Fait divers, un fait d’hiver 27 septembre
Il était allongé tous les soirs sur le sol d’un trottoir de Paris. Vivant mais invisible, repérable à l’odeur qui nous importunait. Mélange d’éthylisme et de manque de soins il était tout ce qu’on ne veut pas approcher, et qu’on ne veut pas voir derrière sa déchéance.
Il était difficile de lui donner un âge, mais au premier abord il avait entre 25 et 30 ans. A peine un an plus tard dix années au moins étaient venues marquer le visage juvénile. Un hiver dans la rue, au milieu de sans abris, à se battre pour survivre, à boire pour oublier.
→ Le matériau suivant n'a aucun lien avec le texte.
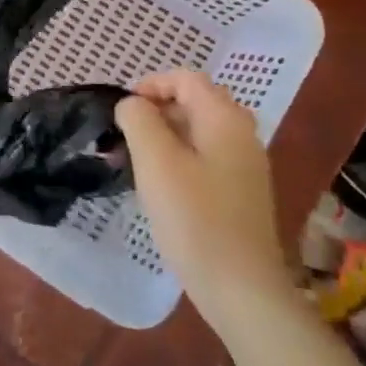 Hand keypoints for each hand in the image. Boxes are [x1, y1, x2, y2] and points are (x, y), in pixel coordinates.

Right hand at [116, 71, 291, 326]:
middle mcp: (241, 135)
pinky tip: (158, 186)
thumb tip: (132, 105)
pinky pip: (204, 158)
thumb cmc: (194, 217)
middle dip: (154, 111)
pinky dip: (177, 159)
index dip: (150, 85)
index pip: (186, 79)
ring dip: (162, 137)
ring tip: (133, 162)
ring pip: (196, 132)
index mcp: (225, 119)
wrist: (240, 287)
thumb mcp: (155, 160)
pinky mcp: (239, 192)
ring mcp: (244, 165)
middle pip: (193, 102)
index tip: (122, 112)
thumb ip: (138, 119)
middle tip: (124, 136) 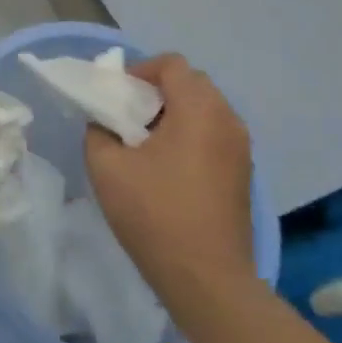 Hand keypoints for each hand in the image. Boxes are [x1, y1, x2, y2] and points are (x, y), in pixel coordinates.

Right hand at [84, 54, 256, 288]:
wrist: (206, 277)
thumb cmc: (155, 214)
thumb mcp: (107, 168)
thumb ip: (99, 131)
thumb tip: (105, 122)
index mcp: (199, 110)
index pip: (172, 65)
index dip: (139, 71)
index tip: (115, 97)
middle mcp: (228, 120)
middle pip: (191, 84)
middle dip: (155, 92)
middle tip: (126, 118)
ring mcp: (240, 148)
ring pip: (204, 110)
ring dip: (172, 115)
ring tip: (142, 145)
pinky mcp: (242, 172)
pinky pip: (213, 135)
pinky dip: (188, 136)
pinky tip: (166, 169) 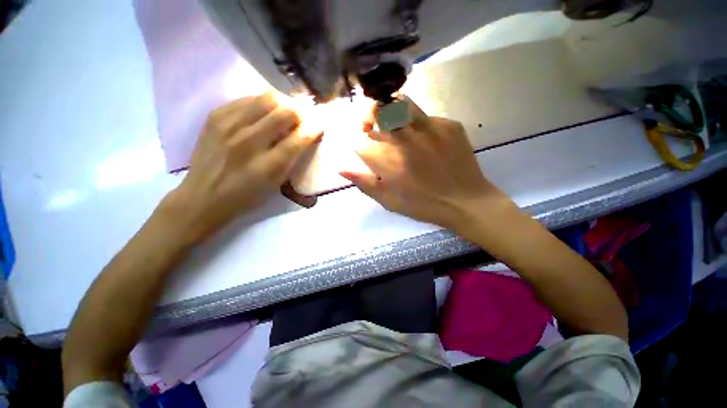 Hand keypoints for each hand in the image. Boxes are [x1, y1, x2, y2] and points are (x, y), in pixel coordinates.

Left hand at [167, 92, 321, 241]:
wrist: (203, 196)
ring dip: (283, 104)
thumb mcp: (277, 184)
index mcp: (269, 165)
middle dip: (301, 113)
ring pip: (267, 98)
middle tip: (302, 119)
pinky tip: (263, 114)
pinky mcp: (215, 116)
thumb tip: (306, 134)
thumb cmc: (247, 195)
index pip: (300, 138)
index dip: (314, 128)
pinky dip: (262, 104)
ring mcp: (229, 125)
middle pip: (286, 112)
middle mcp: (249, 141)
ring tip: (285, 113)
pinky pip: (247, 99)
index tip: (318, 126)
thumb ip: (293, 158)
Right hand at [340, 99, 510, 231]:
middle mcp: (402, 137)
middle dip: (368, 116)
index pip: (359, 139)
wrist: (464, 202)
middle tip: (372, 126)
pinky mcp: (448, 124)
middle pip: (375, 111)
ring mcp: (427, 127)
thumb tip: (341, 169)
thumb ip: (363, 183)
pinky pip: (425, 115)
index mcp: (385, 159)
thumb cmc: (422, 205)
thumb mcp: (388, 200)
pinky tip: (423, 138)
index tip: (363, 145)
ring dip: (390, 111)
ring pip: (399, 103)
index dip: (357, 140)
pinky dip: (417, 123)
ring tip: (393, 124)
Pour oublier quoi ? Je ne le saurai jamais. Il ne me l’a pas dit, je ne lui ai pas demandé. A peine un an encore le jeune homme s’effaçait laissant passer les traits d’un homme mûr et marqué. Ca me fendait le cœur de le voir se dégrader, mais pas un mot bien sûr pour lui dire ma compassion. Deux mondes se croisent sans jamais se rencontrer, celui des sans abris et de ceux qui ne le sont pas. Chacun reste dans le sien et l’on reste séparé par un mur invisible.
Quand je rentrais chez moi, je passais devant lui, alors qu’avec d’autres il s’enivrait. Je n’aimais pas du tout les croiser dans la nuit.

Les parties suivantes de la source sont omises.